Regan Chandler looking at master plan
Remastered: Regan Chandler, a Memphis junior, looks at a proposed map of the master plan at the Bessie Smith Hall. There are three main phases of the plan which will develop over approximately 15 years.

by Laura Milton

The University unveiled its final master plans for the future of the University Monday night.

There are many changes planned for the campus to accommodate the already growing number of students, officials involved in the design of the plan said.

Dr. Richard Brown, Chief Financial Officer and Senior Vice Chancellor for Finance, Operations, and Information Technology, said that with the new master plan the University will be able to cater to 15,000 students.

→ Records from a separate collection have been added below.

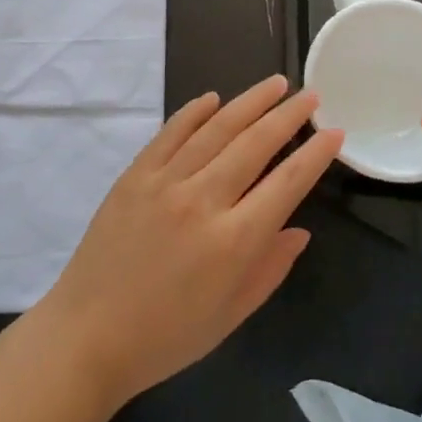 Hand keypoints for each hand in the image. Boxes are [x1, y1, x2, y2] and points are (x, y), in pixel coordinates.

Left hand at [37, 75, 340, 405]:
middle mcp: (202, 200)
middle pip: (254, 144)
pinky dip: (195, 111)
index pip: (286, 183)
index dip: (315, 155)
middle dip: (287, 116)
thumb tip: (299, 229)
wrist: (87, 335)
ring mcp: (165, 182)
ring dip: (249, 102)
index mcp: (233, 242)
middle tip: (309, 94)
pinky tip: (214, 98)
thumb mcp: (230, 316)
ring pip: (216, 128)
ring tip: (275, 83)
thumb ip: (270, 269)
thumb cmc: (166, 337)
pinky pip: (171, 132)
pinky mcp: (135, 174)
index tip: (334, 131) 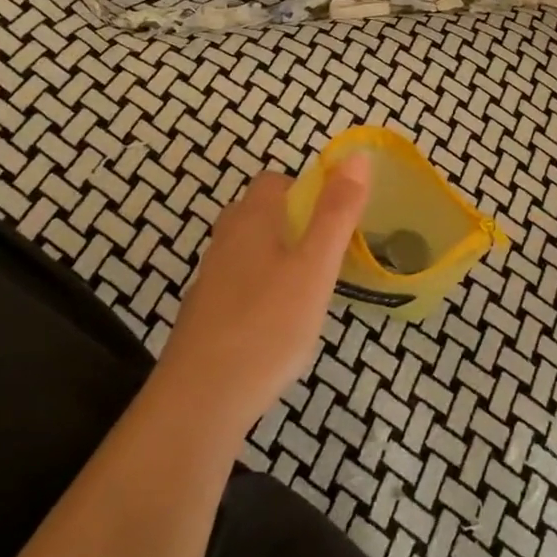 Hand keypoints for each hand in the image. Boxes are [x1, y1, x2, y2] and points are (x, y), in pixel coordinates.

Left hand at [158, 157, 370, 438]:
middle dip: (293, 223)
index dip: (305, 189)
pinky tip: (279, 325)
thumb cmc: (267, 326)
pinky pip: (239, 286)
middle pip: (258, 214)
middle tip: (327, 253)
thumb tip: (357, 155)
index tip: (335, 217)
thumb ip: (337, 212)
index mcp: (251, 220)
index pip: (274, 182)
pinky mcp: (205, 316)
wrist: (200, 401)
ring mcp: (210, 280)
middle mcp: (225, 241)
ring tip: (310, 289)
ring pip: (248, 251)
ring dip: (278, 258)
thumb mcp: (315, 266)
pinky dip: (262, 292) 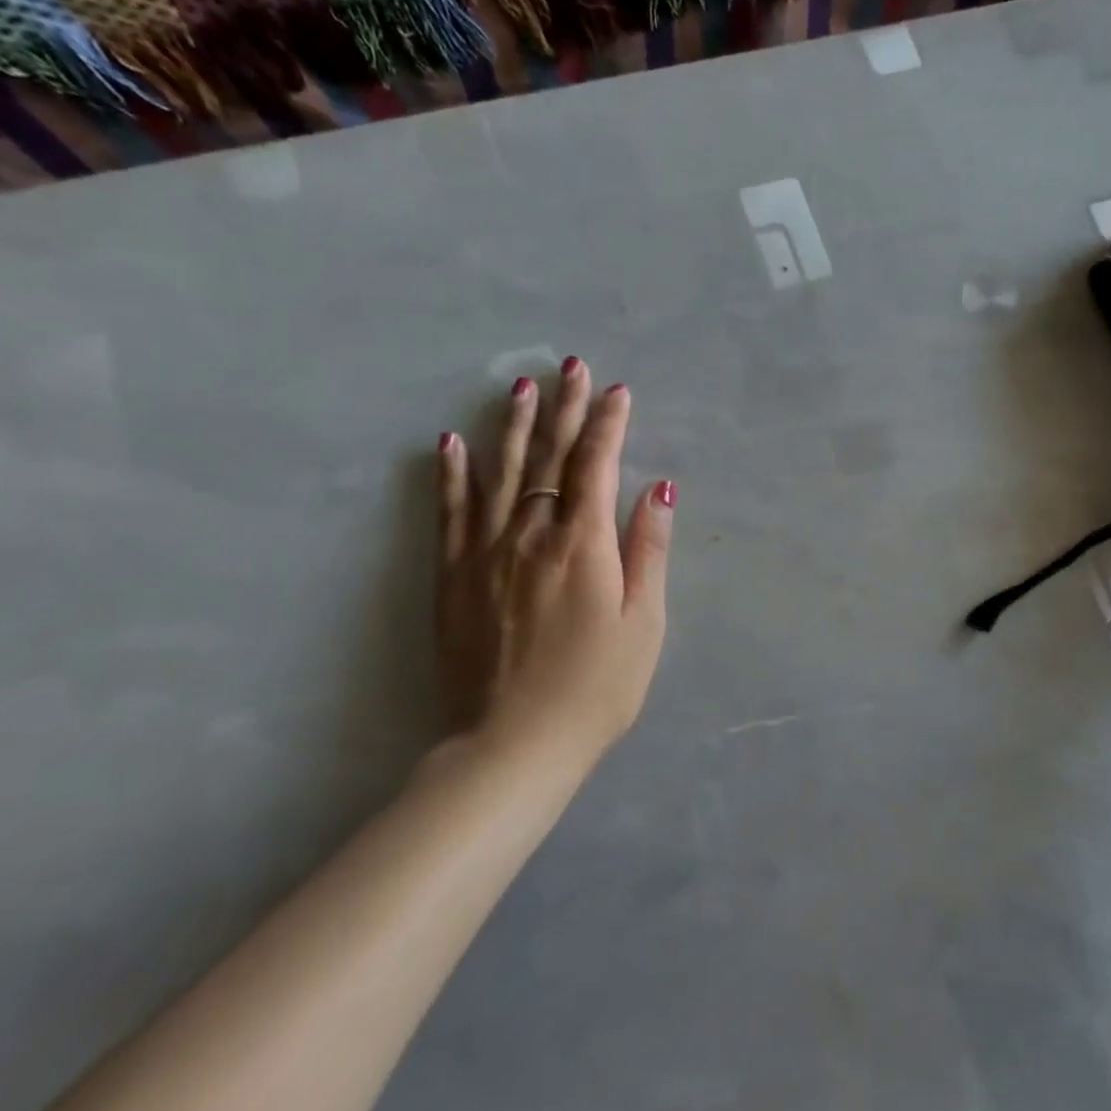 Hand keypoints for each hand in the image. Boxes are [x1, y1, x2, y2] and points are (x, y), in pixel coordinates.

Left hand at [433, 358, 674, 771]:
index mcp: (584, 545)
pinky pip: (450, 512)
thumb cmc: (595, 689)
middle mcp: (531, 534)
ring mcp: (485, 552)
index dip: (608, 425)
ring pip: (500, 473)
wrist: (512, 745)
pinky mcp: (452, 577)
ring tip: (521, 386)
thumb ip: (649, 550)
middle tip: (570, 366)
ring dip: (513, 426)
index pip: (596, 466)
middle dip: (563, 409)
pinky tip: (451, 443)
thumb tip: (659, 487)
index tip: (617, 391)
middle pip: (548, 457)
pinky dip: (452, 474)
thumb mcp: (644, 624)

The University is already reaching upwards of 12,000 students, Krisan Osterby, the director of campus planning for Perkins and Will, the company in charge of the University’s master plans, said.

Some of the new changes that will be instituted over the next several years are additional academic buildings, new residence halls and more structured parking, according to the plan.

However, with buildings coming, some existing buildings will be torn down, including the Metro Annex and Frist Hall, Osterby said.

With these new addition to campus existing buildings will also be remodeled for other uses.

For example, Lupton Library will be renovated to an academic building so that it is “oriented for teaching and office space,” Osterby said.

Some of the plans show expansion of the campus onto property that has not  yet been purchased by the University.

“This does assume some type of land swap or purchase of land for the student ministries that are in that location,” Osterby said of the ministries on Vine Street.

Chancellor Richard Brown also made a statement about the land that has been planned for, but has not been bought by the University.

He said while the plans for the currently un–purchased land are not definite, he thinks further development onto the properties might be possible.

“Many of those properties we don’t own, and we may never get to own those,” Brown said. “But a plan is just that– a plan and what we say is that if the owners of those properties aren’t using them, the University is very interested in possibly acquiring some of those properties.”

Increased campus housing is also prominently featured in the University’s master plan.

The University wants to build residence halls to house more students, including new residence halls on Martin Luther King Boulevard and near to the existing north campus housing, the master plan shows.

Perkins and Will showed a statistic during their presentation and stated that, in the coming years, they expect a 24/7 residential campus housing 35 percent of undergraduates.

Structured parking will also be featured prominently on the new layout of the campus. With several new parking structures on the outskirts of campus, students at the University can expect to have a more pedestrian-friendly campus, Osterby said.

Regan Chandler, a Memphis junior, said she is excited for the newly proposed plans.

“I like that they are trying to make UTC more of a community,” Chandler said. “It looks like they want to get students together in new ways and reach out to the community at the same town.  I love the campus and I can’t want to see how it grows.”

The University’s website has further details and photos concerning the campus master plan.